But it’s not a surprise because, well, CBS already had a chance to give Ferguson a vote of confidence in the 12:30 a.m. slot and failed to act on it – which was, in itself, a way of acting on it.
And in the timeline of such things, once CBS gave David Letterman‘s chair to Stephen Colbert, that was the end. If Ferguson didn’t get that job – it appears that he was never considered – then what was left? More of the same with no reasonable chance of promotion? Those are end times at virtually every job in America. It just so happens that Ferguson works in a higher profile job than most people.
Just from a business standpoint, CBS wasn’t going to settle for the current arrangement, where Letterman’s Worldwide Pants co-produces The Late Late Show. That was a perk given to Letterman and Worldwide Pants for, well, being Letterman and being employed on CBS. With that no longer a thing, neither was Ferguson.
So the proverbial writing on the wall was actually marked in neon. But even the least surprising news still carries with it some sting when it’s bad news.
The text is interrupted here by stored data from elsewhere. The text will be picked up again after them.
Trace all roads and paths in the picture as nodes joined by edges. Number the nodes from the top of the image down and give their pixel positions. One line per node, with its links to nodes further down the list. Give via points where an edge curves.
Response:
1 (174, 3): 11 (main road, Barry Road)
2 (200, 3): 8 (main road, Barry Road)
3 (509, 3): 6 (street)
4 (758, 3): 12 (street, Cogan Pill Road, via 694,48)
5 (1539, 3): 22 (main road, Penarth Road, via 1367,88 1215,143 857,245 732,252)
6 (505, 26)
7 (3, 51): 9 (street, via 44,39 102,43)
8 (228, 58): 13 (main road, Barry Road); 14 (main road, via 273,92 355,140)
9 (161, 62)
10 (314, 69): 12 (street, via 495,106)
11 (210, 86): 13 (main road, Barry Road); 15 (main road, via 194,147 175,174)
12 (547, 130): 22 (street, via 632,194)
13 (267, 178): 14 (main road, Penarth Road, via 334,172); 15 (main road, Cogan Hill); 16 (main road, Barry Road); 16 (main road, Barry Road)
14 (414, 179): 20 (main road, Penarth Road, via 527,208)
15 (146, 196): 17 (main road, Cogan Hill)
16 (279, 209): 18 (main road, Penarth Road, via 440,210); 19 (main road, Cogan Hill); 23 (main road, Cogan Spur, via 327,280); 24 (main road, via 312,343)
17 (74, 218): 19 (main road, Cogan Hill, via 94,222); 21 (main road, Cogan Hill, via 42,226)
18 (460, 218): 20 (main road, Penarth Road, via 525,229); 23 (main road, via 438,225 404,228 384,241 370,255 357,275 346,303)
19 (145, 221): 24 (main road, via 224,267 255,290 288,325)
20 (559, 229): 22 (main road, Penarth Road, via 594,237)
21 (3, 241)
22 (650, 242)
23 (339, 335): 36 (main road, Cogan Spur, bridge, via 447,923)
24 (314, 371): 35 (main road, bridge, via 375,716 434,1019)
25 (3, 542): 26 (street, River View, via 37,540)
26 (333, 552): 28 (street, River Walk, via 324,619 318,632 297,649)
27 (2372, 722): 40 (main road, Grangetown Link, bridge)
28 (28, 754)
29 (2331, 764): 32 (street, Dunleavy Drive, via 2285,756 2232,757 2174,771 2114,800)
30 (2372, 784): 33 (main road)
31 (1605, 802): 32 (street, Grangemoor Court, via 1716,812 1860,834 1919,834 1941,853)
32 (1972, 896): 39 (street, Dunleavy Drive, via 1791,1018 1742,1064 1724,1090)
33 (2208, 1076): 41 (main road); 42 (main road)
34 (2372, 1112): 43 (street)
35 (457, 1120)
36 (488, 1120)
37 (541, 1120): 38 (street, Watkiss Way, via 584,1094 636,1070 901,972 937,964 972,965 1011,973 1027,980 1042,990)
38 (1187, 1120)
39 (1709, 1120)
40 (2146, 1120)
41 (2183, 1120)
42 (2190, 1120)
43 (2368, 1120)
Ferguson, roundly considered one of the nicest people in show business, quickly made a mark in the crowded late-night field by being different — the rhythms of his show were vastly off-kilter compared to the playbook. His monologues were always his own style and the “feel” of The Late Late Show went, over time, from curious outsiders to really nice outsiders.
Ferguson imbued his show with warmth and storytelling and honest goofiness. He was not everybody’s style, but that in itself became a calling card – we do things differently here. Ferguson is less showy and less “on” than his counterparts. Without trying to take any edge away from him, Ferguson was more “homespun” than traditional, higher-wattage chat shows. As late-night TV seeks to get younger, that was more of a liability after midnight. Without the also-older-skewing Letterman in front, that age and style difference would have become more pronounced.
And so now we have a change, the particulars of which are not as important as the actual replacement. That is, whether Ferguson left on his own or was nudged by the drumbeats to the most convenient exit is not important. He’s out and CBS will need to replace him, which becomes topic No. 1 until there’s an announcement.
I’ve been touting Aisha Tyler as a bold and smart pick for a while now. There’s word that CBS is interested in Neil Patrick Harris, which would make sense if Colbert’s Late Show stays in New York and even more sense since CBS entertainment president Nina Tassler loves Broadway. Harris has wide appeal and could easily do the job if he wanted, so he certainly can’t be ruled out.
CBS already ruled out Chelsea Handler, which should send a message to all interested parties that CBS will call you first if it’s interested – do not start your own campaign.
Of course, Harris is both white and male, so that’s not much of a change (though he’s openly gay, so that is – though Ellen DeGeneres already broke that barrier). A woman of color would certainly be a bolder choice and someone like Tyler, who is funny and a great conversationalist, seems almost too right to ignore.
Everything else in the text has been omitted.